Tourism water use during the COVID-19 shutdown: A natural experiment in Hawai‘i

Kimberly Burnett, Nathan DeMaagd, Water Resources, Peter Fuleky, Christopher Wada, Blogs, COVID-19, Environment, Tourism


By Nathan DeMaagd, Peter Fuleky, Kimberly Burnett, and Christopher Wada

A recent study published in the Annals of Tourism Research used the shutdown of tourism in Hawai‘i during the COVID-19 pandemic to shed light on the relationship between tourism and water use on O‘ahu. The importance of water management is accentuated when there is near complete reliance on groundwater as in Hawai‘i, where 99% of drinking and half of all water use is sourced from aquifers. There is growing evidence that available freshwater resources on the island of O‘ahu have been diminishing over time. The number of tourists visiting the island grew by 50% between 2009 and 2019, with the number of tourists reaching about 12% of the resident population, so it is important to understand the impact of the tourism industry on the precariously-balanced water supply. This is especially true given the potential climate change effects on water availability and further expansion of the tourism industry.

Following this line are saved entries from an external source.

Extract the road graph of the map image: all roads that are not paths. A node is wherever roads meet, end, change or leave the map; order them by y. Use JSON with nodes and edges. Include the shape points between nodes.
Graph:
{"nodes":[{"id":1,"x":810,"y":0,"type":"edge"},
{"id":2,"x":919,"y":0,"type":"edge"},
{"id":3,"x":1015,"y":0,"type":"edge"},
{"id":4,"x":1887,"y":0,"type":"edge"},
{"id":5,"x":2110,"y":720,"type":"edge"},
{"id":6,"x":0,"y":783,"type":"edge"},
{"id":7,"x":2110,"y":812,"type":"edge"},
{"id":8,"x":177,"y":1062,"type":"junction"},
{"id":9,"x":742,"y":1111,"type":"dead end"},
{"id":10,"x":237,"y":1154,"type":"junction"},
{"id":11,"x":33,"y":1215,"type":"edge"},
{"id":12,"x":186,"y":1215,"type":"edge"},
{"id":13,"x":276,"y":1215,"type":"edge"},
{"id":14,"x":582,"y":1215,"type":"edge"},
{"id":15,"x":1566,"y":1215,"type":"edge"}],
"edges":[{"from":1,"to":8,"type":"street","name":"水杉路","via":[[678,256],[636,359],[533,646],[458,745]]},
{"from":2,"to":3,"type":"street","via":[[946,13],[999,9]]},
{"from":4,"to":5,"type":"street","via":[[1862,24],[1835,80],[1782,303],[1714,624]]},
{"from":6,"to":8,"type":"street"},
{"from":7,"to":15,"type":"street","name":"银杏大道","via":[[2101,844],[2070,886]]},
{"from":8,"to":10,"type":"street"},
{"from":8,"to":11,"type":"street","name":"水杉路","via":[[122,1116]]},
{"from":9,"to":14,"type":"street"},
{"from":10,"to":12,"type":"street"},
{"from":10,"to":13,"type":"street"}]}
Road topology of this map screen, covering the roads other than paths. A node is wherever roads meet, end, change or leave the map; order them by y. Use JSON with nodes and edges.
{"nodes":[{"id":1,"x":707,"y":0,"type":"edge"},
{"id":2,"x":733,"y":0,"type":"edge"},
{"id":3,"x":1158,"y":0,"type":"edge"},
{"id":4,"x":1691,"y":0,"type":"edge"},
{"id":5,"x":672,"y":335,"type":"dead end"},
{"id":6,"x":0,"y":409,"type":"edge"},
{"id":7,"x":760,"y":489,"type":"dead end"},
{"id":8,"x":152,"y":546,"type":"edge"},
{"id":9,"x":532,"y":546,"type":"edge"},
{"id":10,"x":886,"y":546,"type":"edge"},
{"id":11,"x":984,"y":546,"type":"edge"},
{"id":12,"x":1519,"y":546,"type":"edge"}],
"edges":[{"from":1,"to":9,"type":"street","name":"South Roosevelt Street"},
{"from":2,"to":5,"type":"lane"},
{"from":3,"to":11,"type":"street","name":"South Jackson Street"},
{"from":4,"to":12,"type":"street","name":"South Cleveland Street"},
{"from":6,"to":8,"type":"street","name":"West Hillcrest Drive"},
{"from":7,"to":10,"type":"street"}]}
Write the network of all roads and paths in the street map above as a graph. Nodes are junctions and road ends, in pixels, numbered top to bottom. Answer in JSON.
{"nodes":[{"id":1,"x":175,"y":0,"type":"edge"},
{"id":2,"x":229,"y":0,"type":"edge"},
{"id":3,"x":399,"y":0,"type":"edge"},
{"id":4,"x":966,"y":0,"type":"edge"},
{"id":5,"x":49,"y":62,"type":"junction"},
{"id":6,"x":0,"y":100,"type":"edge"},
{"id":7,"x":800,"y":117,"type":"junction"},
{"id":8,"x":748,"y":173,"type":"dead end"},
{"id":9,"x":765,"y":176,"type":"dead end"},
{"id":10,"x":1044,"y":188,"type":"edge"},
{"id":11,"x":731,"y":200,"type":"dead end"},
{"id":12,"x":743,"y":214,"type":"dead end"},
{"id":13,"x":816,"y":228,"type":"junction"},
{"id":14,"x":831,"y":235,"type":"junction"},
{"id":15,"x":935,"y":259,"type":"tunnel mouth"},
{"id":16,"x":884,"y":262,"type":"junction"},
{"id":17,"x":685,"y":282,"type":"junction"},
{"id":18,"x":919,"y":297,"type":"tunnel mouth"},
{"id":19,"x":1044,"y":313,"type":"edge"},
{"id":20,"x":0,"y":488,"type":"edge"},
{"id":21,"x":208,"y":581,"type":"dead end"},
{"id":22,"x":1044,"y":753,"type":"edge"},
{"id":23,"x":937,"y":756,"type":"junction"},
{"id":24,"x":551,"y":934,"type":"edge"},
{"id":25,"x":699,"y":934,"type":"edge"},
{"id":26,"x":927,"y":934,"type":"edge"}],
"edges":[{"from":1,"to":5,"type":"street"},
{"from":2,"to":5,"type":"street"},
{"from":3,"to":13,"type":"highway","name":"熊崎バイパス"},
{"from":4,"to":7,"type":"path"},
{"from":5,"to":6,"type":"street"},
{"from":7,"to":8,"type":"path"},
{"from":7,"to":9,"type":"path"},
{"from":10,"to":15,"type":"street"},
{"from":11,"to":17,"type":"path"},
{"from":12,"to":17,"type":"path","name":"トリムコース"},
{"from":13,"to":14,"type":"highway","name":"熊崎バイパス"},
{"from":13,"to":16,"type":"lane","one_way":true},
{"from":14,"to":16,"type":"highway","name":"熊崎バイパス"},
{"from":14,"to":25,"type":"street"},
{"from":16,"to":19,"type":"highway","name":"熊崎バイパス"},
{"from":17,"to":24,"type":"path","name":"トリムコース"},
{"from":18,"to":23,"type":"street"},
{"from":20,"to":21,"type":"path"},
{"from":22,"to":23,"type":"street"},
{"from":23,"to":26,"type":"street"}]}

On O‘ahu, residential water consumption accounts for about 55% while hotels and resorts account for about 5% of total municipal water use, but in per-capita terms tourists use approximately the same amount of water as residents. This study examined how the amount and distribution of water consumption on the island shifted during the pandemic. This was accomplished using water metering data from the local water utility (Honolulu Board of Water Supply), measured tourism levels, hotel and Airbnb occupancy, and foot traffic recorded in locations frequented by tourists.

Figure 1: Aggregated time series of water use, hotel and Airbnb occupancy, and relevant weather-related controls.

As expected, hotel water use plummeted with the decrease in hotel occupancy. Specifically, a 1% decrease in hotel occupancy was found to be associated with a 0.46% decrease in hotel water use. Lawn irrigation, air conditioning, and other “fixed” water uses are thought to explain the lack of a one-to-one relationship between hotel water use and occupancy.

Interestingly, no significant relationship was found between residential water use and Airbnb reservations, despite the similarly large drop in Airbnb reservations seen during the pandemic. Several factors may have contributed to this:

  1. For privacy reasons the precise address of many Airbnbs is not publicly available, which resulted in the need to aggregate the data. However, even after concentrating only in areas with a high density of Airbnbs, no significant relationship could be found between water use and Airbnb reservations.
  2. Another confounding factor is the shift to work-from-home for residents of O‘ahu. Residents remaining at home and using water there instead of at their places of employment may have offset much of the decline in water use due to the absence of Airbnb guests.
  3. Finally, the summer of 2020 was warmer and drier than average, which may have also driven water use higher than normal.

Finally, foot traffic as tracked by mobile phone signals at so-called “points of interest”, such as hotels, restaurants, and parks was examined against water use at these locations. The relationship between foot traffic and water use was strongest at locations most likely to be frequented by tourists. For example, a 1% decline in foot traffic was associated with a 0.36% decline in water use at hotels, a 0.27% decline in water use at commercial buildings, and a 0.16% decline at city parks.

Care should be taken when interpreting the results beyond the scope of this analysis. The significant disruptions caused by the pandemic followed in the wake of extremely high capacity utilization in the tourism industry. The negative shock created (temporary) “slack” in the system, and we likely only observed a partial adjustment in water consumption. Further work will be required to determine whether these results carry over for more marginal changes, like a gradual change in tourism over time. Also, had the tourism industry experienced a positive shock, it would have been pushing against existing capacity constraints, a situation opposite what occurred during the pandemic. Applying the relationships found here to an increase in tourism may not be appropriate since increases and decreases in tourism may affect water consumption asymmetrically.